Endocrine Abstracts (2004) 7 P74

Exercise instruction in patients with type 2 diabetes and obesity: a randomised controlled trial

A Tuthill1, A Quinn2, D McColgan3, M McKenna1, D O'Shea1 & TJ McKenna1


1Department of Endocrinology and Diabetes Mellitus, St Vincent's University Hospital, Dublin, Ireland; 2Physiotherapy Department, St Columcille's Hospital, Dublin, Ireland; 3Department of Nutrition and Dietetics, St Vincent's University Hospital, Dublin, Ireland.


High levels of physical inactivity contribute to the development of obesity. We aimed to evaluate the benefits of exercise instruction in obese patients with type 2 diabetes who have demonstrated difficulty with weight management since diagnosis. Ethical approval was obtained from the local committee.

Sixty-six patients were recruited from the diabetes out-patient clinics. All patients underwent treadmill-testing prior to randomisation. Patients were matched for gender and insulin treatment.

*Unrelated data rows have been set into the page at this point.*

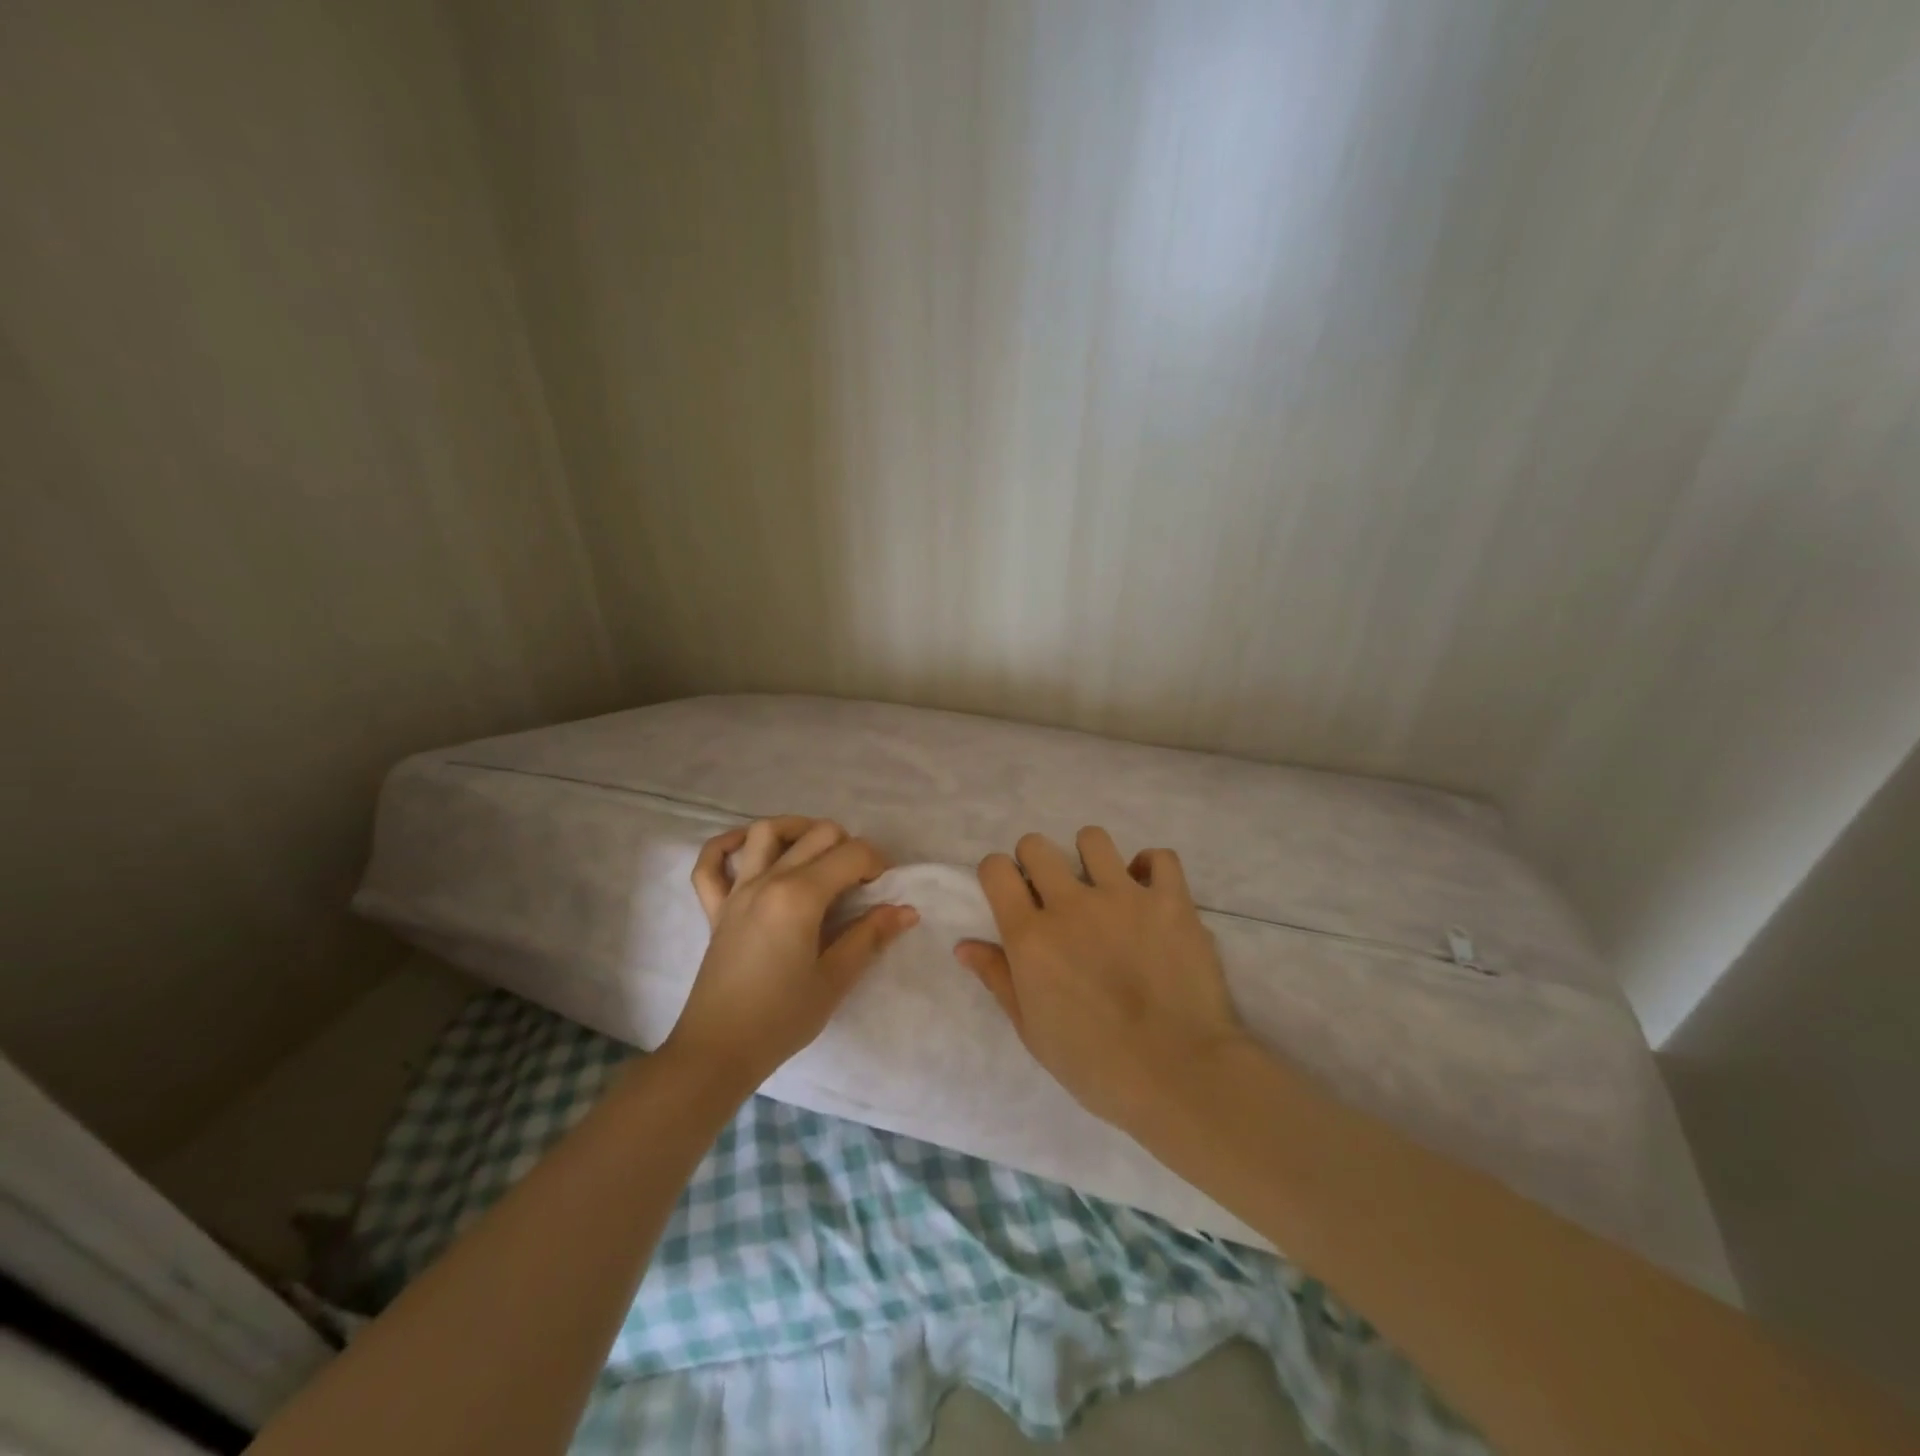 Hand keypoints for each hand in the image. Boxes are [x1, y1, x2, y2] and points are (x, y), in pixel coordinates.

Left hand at [668, 816, 917, 1089]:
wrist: (718, 1051)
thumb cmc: (782, 1018)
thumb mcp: (835, 979)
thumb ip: (870, 936)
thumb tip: (906, 910)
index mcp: (800, 896)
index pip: (851, 854)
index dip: (877, 864)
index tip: (884, 890)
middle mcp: (768, 880)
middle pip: (817, 834)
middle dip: (848, 846)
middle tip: (858, 881)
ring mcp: (737, 890)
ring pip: (766, 832)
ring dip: (797, 830)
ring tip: (817, 853)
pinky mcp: (715, 907)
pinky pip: (711, 862)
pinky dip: (728, 845)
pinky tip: (750, 849)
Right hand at [954, 827, 1247, 1135]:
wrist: (1178, 1074)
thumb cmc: (1095, 1064)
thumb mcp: (1032, 1030)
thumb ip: (998, 979)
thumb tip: (964, 945)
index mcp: (1031, 936)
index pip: (996, 869)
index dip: (998, 875)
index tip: (1010, 893)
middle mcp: (1071, 904)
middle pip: (1037, 845)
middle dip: (1036, 861)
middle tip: (1053, 893)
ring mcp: (1124, 896)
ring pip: (1093, 838)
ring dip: (1091, 858)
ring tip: (1103, 887)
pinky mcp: (1170, 900)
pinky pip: (1159, 858)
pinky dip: (1152, 870)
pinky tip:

Mean age was 56plus/minus10years, body mass index (BMI) was 35.4plus/minus4.4Kg per meter squared (mean plus/minus SD). After randomisation the exercise group (n equals 28) were provided with heart-rate monitors and received instruction from an exercise physiotherapist at monthly group-sessions. They were advised to exercise 3-5 days per week at 55-90% maximum heart rate, for longer periods than their current practice, and received dietetic advice. The controls (n equals 29) also received information about healthy eating but no specific exercise advice.

Evaluation of laboratory and anthropometric measurements performed at baseline and at three-months revealed significant differences (p less than 0.05) in percentage weight change (minus2.7% vs minus0.4%) and percentage BMI change (minus2.2% vs minus0.4%) favouring the exercise-instruction group. Systolic blood pressure was also significantly reduced in the exercise group compared to the control group (minus8mmHg vs 0.8mmHg), however there were no significant changes in HbA1c, waist circumference or lipoprotein levels. When the data were analysed according to whether patients had actually increased their activity, significant differences were obtained for waist circumference ( minus2.3cm vs minus0.5cm, p < 0.05) and for HbA1c (minus0.3% vs 0.2%, p < 0.001) favouring those whose activity had increased.

These data confirm that exercise instruction can result in weight reduction in obese patients with type 2 diabetes. This can be provided effectively at monthly intervals in group-sessions. Exercise confers additional benefits on glycaemic control and hypertension in these patients.